From little Jimmy Spring to sulphur spring
When our alarm goes off at the amazingly early hour of 7am, only one other hiker is left at little Jimmy campground. Apparently early has different definitions for different people. Gizmo and Dirtnap, bringing up the rear again.
The trail today has a lot of decisions. Instead of a long, unbroken, dirt conveyor belt to Canada, the trail has closures, road walks, and too many road crossings to keep track of. The decisions start right away, as J and I look up at another crazy climb up a ridge. Highway 2 sweeps around the ridge and connects back up with trail where it comes careening back down. Uphill is always the answer, so up we go. Nothing like a good haul in the morning to remind you that you did the same thing yesterday.
At the next road crossing, we do take the road. The official trail is closed for four miles for the mountain yellow legged frog, and there are two official detours. One is twenty miles, with an eroding tread. The other is five miles but has three miles of road walking. I don’t like to road walk, but fifteen extra miles?? We don’t have enough food for that.
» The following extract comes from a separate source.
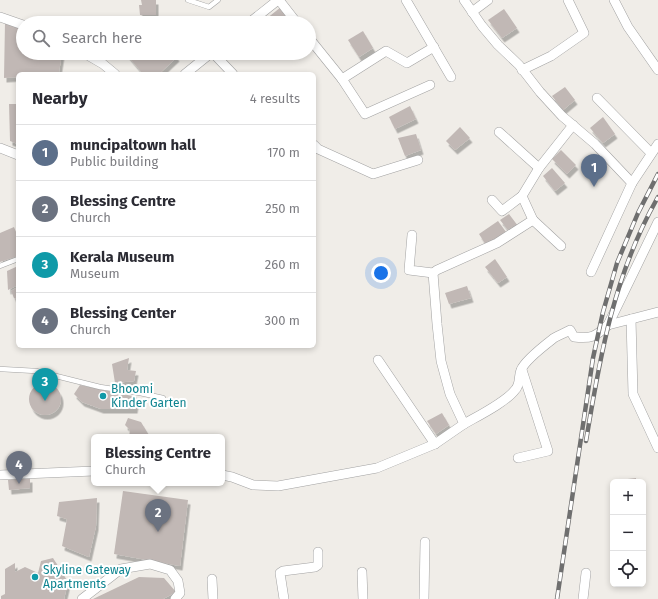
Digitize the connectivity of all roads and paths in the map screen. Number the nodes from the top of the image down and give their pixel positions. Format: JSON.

It’s such a relief to get off the road. Only three miles but the bottoms of my feet are so hot I’m getting new blisters already. We get back on the PCT via the Burkhart trail, which leads us down a spring valley with a rushing creek, all shady and cool. J stops to admire a giant pine growing out of the rock of the mountain when he yells and rockets sideways. There’s a small black spot on the trail, and in the middle of the spot is a small black rattlesnake head, watching us. Fourth rattler of the trip.
J and I are congratulating ourselves on doing the trail instead of the hot (but shorter) roadwalk to the next crossing when J says: “I hope this trail doesn’t just take us right back up again.”
Our legs are screaming on the climb back out. These mountains are so steep: sheer slopes of talus dotted with pines. There’s no understory to speak of aside from some patches of lupins.
The climb takes us right back to the highway. Then back on the trail for a while, then highway crossing, then trail, then highway crossing. We’re starting to descend now, leaving the pines for oaks, and now manzanita. We run into Bob, he tells us he saw a bear trundling down the mountain on the detour section. Beats a baby rattlesnake!
We’ve been cruising all day, making miles like never before – just three miles left to the next water. The last three miles. I don’t know what it is about the last three miles but they are always hard. Fifteen miles, twenty miles, twenty-four miles, or six miles, the last three are just a slog. The halfmile app on my phone will tell me how far I’ve come, and it’s so hard not to check it every ten minutes, see how many tenths of a mile I’ve come…
But I make it. Twenty four miles. More than four hundred total. I’m exhausted but feel so good. I’m really doing this. My feet still hurt, but maybe not so much as they used to. I’m still exhausted, but the bone – deep weary comes after more miles than I’ve ever walked before. So there’s that.